> ABOUT THIS TASK
All of the records below should be retyped exactly, with no pictures included.

─── RECORD SET

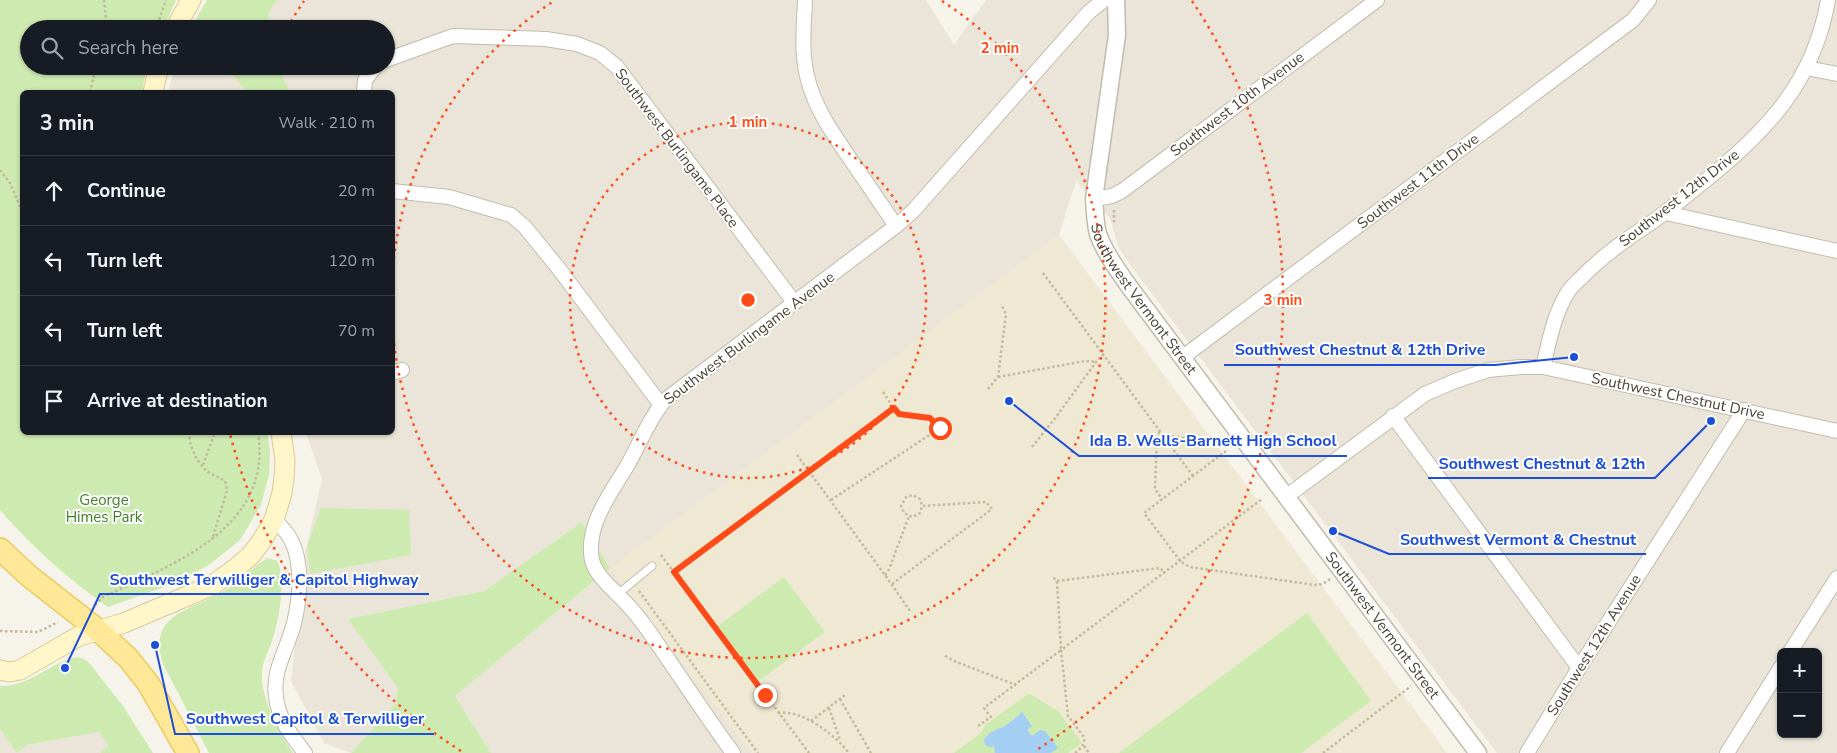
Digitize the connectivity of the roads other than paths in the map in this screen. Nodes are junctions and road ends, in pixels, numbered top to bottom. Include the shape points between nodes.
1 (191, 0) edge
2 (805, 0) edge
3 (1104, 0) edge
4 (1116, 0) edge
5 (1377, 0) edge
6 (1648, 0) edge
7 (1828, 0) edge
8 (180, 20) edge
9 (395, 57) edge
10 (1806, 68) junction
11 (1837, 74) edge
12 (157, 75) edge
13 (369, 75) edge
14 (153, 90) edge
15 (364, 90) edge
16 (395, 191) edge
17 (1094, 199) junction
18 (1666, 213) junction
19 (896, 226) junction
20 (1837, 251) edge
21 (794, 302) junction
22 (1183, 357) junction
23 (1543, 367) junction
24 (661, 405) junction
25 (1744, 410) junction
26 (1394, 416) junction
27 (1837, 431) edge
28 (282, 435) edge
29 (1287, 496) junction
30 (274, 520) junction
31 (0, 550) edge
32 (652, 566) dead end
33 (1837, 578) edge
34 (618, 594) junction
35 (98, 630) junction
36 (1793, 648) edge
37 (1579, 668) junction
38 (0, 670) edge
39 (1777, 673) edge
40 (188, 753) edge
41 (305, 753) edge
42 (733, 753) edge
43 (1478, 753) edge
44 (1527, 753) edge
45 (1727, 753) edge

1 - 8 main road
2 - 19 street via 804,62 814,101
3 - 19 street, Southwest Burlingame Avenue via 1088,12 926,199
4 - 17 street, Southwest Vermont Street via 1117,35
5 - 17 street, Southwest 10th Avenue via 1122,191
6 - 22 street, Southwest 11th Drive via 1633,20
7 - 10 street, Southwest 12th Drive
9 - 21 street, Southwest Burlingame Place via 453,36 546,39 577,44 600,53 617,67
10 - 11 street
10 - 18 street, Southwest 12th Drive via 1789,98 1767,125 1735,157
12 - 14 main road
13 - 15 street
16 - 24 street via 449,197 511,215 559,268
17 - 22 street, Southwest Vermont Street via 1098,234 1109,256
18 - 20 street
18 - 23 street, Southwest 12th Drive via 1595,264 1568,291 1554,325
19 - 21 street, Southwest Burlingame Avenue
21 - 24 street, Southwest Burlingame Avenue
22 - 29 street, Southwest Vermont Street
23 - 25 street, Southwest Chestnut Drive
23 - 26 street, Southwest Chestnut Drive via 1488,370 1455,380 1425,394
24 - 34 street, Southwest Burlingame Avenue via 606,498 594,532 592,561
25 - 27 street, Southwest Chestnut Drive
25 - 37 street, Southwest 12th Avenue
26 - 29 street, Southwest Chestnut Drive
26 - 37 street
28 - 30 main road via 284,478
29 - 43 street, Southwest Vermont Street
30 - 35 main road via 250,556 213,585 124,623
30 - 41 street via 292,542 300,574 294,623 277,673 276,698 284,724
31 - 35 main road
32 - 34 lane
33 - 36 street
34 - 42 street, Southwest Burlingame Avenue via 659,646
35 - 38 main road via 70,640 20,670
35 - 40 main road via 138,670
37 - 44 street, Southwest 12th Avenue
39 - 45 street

──────

> OUTPUT
Digitize the connectivity of the roads other than paths in the map in this screen. Nodes are junctions and road ends, in pixels, numbered top to bottom. Include the shape points between nodes.
1 (191, 0) edge
2 (805, 0) edge
3 (1104, 0) edge
4 (1116, 0) edge
5 (1377, 0) edge
6 (1648, 0) edge
7 (1828, 0) edge
8 (180, 20) edge
9 (395, 57) edge
10 (1806, 68) junction
11 (1837, 74) edge
12 (157, 75) edge
13 (369, 75) edge
14 (153, 90) edge
15 (364, 90) edge
16 (395, 191) edge
17 (1094, 199) junction
18 (1666, 213) junction
19 (896, 226) junction
20 (1837, 251) edge
21 (794, 302) junction
22 (1183, 357) junction
23 (1543, 367) junction
24 (661, 405) junction
25 (1744, 410) junction
26 (1394, 416) junction
27 (1837, 431) edge
28 (282, 435) edge
29 (1287, 496) junction
30 (274, 520) junction
31 (0, 550) edge
32 (652, 566) dead end
33 (1837, 578) edge
34 (618, 594) junction
35 (98, 630) junction
36 (1793, 648) edge
37 (1579, 668) junction
38 (0, 670) edge
39 (1777, 673) edge
40 (188, 753) edge
41 (305, 753) edge
42 (733, 753) edge
43 (1478, 753) edge
44 (1527, 753) edge
45 (1727, 753) edge

1 - 8 main road
2 - 19 street via 804,62 814,101
3 - 19 street, Southwest Burlingame Avenue via 1088,12 926,199
4 - 17 street, Southwest Vermont Street via 1117,35
5 - 17 street, Southwest 10th Avenue via 1122,191
6 - 22 street, Southwest 11th Drive via 1633,20
7 - 10 street, Southwest 12th Drive
9 - 21 street, Southwest Burlingame Place via 453,36 546,39 577,44 600,53 617,67
10 - 11 street
10 - 18 street, Southwest 12th Drive via 1789,98 1767,125 1735,157
12 - 14 main road
13 - 15 street
16 - 24 street via 449,197 511,215 559,268
17 - 22 street, Southwest Vermont Street via 1098,234 1109,256
18 - 20 street
18 - 23 street, Southwest 12th Drive via 1595,264 1568,291 1554,325
19 - 21 street, Southwest Burlingame Avenue
21 - 24 street, Southwest Burlingame Avenue
22 - 29 street, Southwest Vermont Street
23 - 25 street, Southwest Chestnut Drive
23 - 26 street, Southwest Chestnut Drive via 1488,370 1455,380 1425,394
24 - 34 street, Southwest Burlingame Avenue via 606,498 594,532 592,561
25 - 27 street, Southwest Chestnut Drive
25 - 37 street, Southwest 12th Avenue
26 - 29 street, Southwest Chestnut Drive
26 - 37 street
28 - 30 main road via 284,478
29 - 43 street, Southwest Vermont Street
30 - 35 main road via 250,556 213,585 124,623
30 - 41 street via 292,542 300,574 294,623 277,673 276,698 284,724
31 - 35 main road
32 - 34 lane
33 - 36 street
34 - 42 street, Southwest Burlingame Avenue via 659,646
35 - 38 main road via 70,640 20,670
35 - 40 main road via 138,670
37 - 44 street, Southwest 12th Avenue
39 - 45 street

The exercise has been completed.